Ciclos
Elvira Navarro
Buena parte de nosotros vivimos en ciudades, sin más naturaleza que la del parque que tenemos cerca, con las calles iluminadas a todas horas, a veces incluso con tiendas abiertas casi ininterrumpidamente si el lugar está globalizado y neoliberalizado. No nos vamos a dormir cuando oscurece, como los pájaros, sino que prolongamos la jornada gracias a que tenemos luz. Incluso hay quienes viven de noche por vocación de animal nocturno o por un trabajo que no se puede hacer durante el día. No tenemos que ir a cazar conejos para cocinar una paella, ni que sembrar lechugas y tomates para comer ensalada. Se nos olvida a menudo que cada fruta y verdura pertenece a una temporada, y que si hay tomates todo el año es porque los cultivan en invernaderos.
La pérdida del vínculo con lo que nos sostiene, con la naturaleza, es peligrosa cuando nuestra relación con ella se convierte en la fábula de la gallina de los huevos de oro: podemos destruirla, y eso sería también el fin para nosotros. Pero este artículo no va del cambio climático ni de nuestros continuos y prepotentes desmanes con el medio, sino de cuando la naturaleza nos pone en nuestro sitio, que es el de los seres frágiles y finitos. A veces, lo hace una forma brutal: un tsunami, un terremoto. Otras es suave, pero nos sigue condicionando igual.

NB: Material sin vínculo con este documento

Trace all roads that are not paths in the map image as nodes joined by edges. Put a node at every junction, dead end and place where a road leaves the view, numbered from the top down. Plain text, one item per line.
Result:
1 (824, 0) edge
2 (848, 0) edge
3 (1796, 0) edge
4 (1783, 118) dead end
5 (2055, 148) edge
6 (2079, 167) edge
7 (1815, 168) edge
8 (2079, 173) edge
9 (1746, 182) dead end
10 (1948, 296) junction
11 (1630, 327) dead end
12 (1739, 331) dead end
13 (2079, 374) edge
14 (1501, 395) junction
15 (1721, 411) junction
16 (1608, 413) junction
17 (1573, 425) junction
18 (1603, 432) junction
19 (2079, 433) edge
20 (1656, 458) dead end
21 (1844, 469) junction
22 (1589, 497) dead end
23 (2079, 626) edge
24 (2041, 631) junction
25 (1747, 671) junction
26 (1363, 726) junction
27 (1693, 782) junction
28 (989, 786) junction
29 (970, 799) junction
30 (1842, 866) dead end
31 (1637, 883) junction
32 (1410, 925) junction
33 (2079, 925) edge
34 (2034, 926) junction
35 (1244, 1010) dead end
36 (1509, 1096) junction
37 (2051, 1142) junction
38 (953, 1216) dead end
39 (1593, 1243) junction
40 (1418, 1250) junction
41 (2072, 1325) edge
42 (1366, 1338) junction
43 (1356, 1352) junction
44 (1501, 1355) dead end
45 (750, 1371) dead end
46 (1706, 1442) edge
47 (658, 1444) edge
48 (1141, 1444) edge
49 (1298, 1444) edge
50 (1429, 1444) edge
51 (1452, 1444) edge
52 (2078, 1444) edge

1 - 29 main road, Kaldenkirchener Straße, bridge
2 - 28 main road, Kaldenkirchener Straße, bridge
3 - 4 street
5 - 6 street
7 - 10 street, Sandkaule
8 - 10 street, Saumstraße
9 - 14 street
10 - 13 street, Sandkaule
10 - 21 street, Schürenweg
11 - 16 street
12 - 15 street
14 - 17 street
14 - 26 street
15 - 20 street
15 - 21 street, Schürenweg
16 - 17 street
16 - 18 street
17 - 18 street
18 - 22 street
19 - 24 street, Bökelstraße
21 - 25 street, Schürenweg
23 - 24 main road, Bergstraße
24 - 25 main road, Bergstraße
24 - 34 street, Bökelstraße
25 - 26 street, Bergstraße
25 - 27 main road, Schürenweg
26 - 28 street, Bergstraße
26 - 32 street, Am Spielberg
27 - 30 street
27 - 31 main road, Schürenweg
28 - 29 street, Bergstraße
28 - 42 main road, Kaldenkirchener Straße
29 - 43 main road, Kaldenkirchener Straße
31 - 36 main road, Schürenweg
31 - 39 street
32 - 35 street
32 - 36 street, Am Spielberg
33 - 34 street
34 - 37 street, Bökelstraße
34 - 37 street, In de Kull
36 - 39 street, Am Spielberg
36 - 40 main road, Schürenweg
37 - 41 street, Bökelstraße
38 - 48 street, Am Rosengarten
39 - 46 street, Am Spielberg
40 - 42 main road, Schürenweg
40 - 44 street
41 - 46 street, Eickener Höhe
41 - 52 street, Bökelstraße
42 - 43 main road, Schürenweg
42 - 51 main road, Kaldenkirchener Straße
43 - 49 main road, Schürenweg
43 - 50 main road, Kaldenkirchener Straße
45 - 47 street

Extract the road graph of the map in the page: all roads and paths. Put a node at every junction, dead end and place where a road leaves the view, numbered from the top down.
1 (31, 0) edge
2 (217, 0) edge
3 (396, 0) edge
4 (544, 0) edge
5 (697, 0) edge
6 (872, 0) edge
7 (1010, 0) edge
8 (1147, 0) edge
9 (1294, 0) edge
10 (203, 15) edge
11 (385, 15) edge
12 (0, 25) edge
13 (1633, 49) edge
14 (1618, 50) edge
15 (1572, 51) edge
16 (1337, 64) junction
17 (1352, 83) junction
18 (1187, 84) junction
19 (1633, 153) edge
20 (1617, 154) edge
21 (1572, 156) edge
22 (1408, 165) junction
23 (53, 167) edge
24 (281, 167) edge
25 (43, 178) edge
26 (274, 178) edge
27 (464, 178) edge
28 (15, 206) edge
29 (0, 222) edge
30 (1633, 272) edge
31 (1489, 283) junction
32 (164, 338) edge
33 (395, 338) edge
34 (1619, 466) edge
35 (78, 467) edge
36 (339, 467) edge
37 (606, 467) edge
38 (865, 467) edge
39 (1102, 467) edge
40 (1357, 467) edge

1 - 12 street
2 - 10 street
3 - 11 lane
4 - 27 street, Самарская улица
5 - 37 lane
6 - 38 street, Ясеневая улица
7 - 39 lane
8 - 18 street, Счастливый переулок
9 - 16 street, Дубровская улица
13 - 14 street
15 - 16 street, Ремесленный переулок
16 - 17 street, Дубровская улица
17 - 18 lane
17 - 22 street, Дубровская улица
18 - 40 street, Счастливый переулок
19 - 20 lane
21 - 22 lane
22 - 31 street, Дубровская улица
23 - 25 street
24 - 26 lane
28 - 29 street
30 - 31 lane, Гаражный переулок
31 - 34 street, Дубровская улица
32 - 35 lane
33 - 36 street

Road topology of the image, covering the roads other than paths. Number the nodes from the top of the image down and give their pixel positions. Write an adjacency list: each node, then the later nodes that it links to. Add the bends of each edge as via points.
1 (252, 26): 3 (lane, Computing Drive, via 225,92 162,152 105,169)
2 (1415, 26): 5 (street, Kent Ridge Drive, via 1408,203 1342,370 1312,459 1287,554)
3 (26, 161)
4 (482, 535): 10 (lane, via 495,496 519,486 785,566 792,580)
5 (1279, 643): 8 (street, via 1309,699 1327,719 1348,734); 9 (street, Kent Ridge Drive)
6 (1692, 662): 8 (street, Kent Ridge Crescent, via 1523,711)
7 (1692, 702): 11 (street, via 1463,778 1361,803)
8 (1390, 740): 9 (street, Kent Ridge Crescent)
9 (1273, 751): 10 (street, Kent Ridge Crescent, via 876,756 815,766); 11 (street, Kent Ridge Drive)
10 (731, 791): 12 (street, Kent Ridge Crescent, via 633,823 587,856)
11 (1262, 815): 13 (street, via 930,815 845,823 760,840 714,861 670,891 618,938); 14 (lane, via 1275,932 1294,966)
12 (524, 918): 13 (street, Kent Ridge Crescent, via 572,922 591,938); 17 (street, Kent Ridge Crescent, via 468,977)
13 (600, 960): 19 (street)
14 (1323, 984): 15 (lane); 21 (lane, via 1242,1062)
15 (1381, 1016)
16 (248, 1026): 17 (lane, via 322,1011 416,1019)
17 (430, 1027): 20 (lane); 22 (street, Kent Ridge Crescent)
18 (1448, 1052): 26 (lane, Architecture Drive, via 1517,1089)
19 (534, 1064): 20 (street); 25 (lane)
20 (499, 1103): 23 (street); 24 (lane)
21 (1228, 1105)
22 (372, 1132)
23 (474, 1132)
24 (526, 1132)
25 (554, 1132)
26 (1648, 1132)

Las estaciones extienden su poder sutil incluso sobre los urbanitas, que ya no miramos el cielo para ver si la lluvia bendecirá nuestra cosecha. Cada una viene con sus exigencias: el frío y la poca luz invernal invita a recogerse, las flores primaverales y el regreso del clima amable a expandirse, el verano es un detenimiento extraño: hace demasiado calor, al menos por estas latitudes, como para que permanezcamos activos, pero el descanso no es tal si nos quedamos en casa, si no nos vamos y rompemos con la rutina, aunque sólo sea un poco. Las fiestas de los pueblos suelen celebrarse en verano. El descanso ha de ser al aire libre, en el campo, en la playa o haciendo turismo.
Cuando más se nota lo condicionados que estamos por los ciclos es en otoño, pues hay dos cambios muy bruscos: pasamos del, a menudo insoportable, calor, a un tiempo suave, y además, y sobre todo, transitamos de la inactividad a la acción, y este cambio es tan acusado, que no es a final del año cuando inauguramos curso, sino en septiembre. Llegar a ese mes sin el descanso preceptivo es como ir a trabajar después de una larga noche de fiesta: estamos aturdidos, cansados, sin dar pie con bola. Quienes tienen trabajos que son como cadenas (porque no satisfacen, porque exprimen sin pagar bien), o cargas de otro tipo, o vidas desbaratadas y desoladas, sienten especialmente la llegada de esta estación. Tras el parón del verano, con su ensueño de que las cosas pueden mejorar, vuelve otra vez todo, idéntico a como lo dejamos, y ay de nosotros como no nos guste lo que tenemos. O al contrario: si tenemos una vida (trabajo, relaciones) satisfactoria, el otoño constituye un subidón: ¡al fin regresamos a lo que nos gusta tras el detenimiento!
No sé cómo habrán llegado ustedes, pero ojalá tengamos todos un feliz otoño.